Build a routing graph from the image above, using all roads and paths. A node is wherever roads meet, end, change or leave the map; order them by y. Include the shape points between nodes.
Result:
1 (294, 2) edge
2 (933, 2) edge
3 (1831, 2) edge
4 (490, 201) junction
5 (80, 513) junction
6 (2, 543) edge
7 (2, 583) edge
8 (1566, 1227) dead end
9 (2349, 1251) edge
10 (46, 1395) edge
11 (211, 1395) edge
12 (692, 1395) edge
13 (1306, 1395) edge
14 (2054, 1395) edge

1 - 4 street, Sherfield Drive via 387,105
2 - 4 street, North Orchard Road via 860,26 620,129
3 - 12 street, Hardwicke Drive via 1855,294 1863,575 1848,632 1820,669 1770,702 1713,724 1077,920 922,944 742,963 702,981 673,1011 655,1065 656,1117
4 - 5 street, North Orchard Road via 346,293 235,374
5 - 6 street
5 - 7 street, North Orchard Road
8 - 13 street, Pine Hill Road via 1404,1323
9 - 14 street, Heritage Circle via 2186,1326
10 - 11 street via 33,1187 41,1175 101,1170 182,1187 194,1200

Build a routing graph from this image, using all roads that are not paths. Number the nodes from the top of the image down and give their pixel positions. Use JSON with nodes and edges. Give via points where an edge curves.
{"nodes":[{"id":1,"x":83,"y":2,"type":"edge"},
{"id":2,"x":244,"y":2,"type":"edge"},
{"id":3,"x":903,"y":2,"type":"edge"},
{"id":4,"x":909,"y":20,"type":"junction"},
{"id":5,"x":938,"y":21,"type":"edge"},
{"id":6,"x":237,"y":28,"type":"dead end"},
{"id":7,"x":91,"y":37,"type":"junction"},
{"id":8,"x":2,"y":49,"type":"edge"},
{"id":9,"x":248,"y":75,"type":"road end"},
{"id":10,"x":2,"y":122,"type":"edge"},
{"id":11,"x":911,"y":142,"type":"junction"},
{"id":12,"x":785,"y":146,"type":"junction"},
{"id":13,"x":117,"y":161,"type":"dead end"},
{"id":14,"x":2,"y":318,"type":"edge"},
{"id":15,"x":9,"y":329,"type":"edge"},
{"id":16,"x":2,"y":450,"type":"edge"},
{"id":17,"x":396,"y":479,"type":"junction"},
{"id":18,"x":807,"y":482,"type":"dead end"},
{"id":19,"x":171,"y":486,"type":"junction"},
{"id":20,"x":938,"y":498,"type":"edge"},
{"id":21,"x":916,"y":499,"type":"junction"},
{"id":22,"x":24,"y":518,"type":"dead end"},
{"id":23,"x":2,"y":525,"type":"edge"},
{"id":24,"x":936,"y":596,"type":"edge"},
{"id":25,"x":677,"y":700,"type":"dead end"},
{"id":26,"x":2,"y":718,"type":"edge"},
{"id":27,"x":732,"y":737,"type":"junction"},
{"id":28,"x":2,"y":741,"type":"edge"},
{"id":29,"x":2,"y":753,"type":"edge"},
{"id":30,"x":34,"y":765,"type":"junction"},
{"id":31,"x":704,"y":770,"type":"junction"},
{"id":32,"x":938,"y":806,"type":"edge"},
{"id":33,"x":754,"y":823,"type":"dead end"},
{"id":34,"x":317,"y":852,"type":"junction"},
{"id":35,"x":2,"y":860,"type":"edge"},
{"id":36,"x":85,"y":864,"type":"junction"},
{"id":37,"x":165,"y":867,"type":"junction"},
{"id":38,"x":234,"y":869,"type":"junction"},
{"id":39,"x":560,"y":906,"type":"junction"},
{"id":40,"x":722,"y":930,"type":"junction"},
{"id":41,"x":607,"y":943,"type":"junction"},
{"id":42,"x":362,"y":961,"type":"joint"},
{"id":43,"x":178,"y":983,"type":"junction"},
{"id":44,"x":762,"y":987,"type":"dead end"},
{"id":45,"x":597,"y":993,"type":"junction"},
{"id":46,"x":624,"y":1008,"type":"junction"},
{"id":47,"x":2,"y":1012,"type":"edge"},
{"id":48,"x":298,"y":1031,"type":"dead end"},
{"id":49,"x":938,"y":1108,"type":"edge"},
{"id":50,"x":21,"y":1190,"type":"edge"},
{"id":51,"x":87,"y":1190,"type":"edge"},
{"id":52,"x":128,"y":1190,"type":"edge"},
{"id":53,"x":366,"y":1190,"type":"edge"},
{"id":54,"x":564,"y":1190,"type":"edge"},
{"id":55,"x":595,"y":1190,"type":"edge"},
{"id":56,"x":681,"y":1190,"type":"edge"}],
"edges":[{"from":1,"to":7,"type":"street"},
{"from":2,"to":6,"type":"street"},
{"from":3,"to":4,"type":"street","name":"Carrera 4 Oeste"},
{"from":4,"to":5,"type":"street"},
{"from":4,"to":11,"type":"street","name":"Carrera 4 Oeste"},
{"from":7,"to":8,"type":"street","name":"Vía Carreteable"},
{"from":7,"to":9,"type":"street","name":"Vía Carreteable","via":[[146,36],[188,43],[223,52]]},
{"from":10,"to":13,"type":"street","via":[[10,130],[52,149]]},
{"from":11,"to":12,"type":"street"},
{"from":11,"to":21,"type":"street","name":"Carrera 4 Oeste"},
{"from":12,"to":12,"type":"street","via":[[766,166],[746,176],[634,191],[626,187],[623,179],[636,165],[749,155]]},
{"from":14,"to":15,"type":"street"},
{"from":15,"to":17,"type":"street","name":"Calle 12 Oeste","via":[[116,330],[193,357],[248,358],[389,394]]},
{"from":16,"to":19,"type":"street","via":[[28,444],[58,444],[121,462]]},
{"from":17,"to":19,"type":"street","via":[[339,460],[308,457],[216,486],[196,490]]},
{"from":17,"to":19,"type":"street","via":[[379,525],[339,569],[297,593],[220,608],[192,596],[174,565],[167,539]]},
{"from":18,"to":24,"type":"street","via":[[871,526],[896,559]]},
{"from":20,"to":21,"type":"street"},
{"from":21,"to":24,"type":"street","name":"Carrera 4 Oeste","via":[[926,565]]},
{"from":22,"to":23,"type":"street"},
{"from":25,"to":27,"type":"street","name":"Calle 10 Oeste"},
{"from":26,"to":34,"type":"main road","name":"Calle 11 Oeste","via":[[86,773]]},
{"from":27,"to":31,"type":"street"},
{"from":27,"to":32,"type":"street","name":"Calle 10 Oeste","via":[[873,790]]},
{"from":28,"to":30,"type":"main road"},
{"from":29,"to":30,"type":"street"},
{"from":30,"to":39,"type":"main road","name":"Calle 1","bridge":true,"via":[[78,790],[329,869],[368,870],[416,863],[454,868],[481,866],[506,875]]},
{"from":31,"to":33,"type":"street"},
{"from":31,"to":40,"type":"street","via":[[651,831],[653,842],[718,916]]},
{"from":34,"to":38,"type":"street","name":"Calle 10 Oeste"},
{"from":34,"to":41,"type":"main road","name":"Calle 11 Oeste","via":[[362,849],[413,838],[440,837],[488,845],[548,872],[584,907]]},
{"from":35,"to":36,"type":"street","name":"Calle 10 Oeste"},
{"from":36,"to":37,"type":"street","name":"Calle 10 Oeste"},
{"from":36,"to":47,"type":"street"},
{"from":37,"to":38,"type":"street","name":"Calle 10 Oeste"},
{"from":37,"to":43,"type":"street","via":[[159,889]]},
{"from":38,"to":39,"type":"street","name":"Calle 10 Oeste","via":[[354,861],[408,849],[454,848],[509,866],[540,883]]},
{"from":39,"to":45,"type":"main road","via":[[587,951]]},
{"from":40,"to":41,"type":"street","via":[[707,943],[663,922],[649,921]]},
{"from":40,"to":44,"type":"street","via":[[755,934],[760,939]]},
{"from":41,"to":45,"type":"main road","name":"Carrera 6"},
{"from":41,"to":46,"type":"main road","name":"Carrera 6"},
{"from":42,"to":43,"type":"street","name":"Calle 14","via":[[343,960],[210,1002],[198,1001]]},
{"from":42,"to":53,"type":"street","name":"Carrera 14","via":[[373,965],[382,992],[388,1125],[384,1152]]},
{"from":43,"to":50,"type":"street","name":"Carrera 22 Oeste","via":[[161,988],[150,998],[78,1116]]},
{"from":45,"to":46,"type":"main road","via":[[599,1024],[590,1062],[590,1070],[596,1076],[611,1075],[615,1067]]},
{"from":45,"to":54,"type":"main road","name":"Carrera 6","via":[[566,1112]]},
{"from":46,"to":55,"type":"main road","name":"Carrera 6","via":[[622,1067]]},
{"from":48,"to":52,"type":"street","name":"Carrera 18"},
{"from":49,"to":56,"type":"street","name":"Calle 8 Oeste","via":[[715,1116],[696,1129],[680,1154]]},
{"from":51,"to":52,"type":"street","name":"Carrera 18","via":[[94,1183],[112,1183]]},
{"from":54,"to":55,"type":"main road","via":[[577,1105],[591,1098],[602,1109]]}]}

────────

* [Problem details]: Lines in the records above that carry the word "nodes" are to be located and copied.

* [Output of the exercise]:
Build a routing graph from the image above, using all roads and paths. A node is wherever roads meet, end, change or leave the map; order them by y. Include the shape points between nodes.
Build a routing graph from this image, using all roads that are not paths. Number the nodes from the top of the image down and give their pixel positions. Use JSON with nodes and edges. Give via points where an edge curves.
{"nodes":[{"id":1,"x":83,"y":2,"type":"edge"},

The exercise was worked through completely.